▶ [DATA PROVIDED]:
━━━━━━

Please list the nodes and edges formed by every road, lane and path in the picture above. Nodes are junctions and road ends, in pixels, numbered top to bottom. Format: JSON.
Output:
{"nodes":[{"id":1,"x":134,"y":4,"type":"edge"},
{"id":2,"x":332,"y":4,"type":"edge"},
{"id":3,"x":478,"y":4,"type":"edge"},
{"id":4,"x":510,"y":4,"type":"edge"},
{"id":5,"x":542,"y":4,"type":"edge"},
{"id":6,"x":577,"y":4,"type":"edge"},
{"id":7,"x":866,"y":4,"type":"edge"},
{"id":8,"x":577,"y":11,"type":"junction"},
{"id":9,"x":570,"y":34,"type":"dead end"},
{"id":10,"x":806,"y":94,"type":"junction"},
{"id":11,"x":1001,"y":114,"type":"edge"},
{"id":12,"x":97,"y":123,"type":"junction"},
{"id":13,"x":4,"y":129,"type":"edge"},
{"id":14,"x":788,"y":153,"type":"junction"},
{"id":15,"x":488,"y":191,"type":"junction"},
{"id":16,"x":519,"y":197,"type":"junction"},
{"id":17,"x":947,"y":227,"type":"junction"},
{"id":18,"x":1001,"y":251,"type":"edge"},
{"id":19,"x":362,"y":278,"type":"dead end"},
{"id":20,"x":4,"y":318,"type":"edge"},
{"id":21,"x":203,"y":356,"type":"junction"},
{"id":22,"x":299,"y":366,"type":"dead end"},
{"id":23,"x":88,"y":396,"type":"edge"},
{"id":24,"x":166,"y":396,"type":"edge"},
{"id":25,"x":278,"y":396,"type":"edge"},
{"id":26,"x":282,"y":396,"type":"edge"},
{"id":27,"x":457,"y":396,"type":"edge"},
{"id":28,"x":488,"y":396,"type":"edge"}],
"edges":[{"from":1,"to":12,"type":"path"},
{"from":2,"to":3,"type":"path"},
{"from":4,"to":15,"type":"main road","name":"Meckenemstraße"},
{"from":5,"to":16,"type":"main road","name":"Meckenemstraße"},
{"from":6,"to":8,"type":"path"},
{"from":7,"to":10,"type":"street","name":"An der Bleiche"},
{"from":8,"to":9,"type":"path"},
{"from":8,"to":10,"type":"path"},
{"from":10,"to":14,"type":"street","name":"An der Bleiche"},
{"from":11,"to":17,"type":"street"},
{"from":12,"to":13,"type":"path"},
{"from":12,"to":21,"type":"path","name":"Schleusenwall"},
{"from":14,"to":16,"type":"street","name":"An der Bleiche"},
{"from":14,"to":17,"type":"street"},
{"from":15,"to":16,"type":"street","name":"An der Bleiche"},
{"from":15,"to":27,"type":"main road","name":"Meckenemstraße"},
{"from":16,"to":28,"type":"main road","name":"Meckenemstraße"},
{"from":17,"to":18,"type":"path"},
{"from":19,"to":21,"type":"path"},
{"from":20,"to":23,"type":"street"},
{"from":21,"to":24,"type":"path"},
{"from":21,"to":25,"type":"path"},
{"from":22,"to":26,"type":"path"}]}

━━━━━━

▶ [YOUR INSTRUCTIONS]:
Copy each line in the listing where "Bleiche" appears.

▶ [RESPONSE]:
{"from":7,"to":10,"type":"street","name":"An der Bleiche"},
{"from":10,"to":14,"type":"street","name":"An der Bleiche"},
{"from":14,"to":16,"type":"street","name":"An der Bleiche"},
{"from":15,"to":16,"type":"street","name":"An der Bleiche"},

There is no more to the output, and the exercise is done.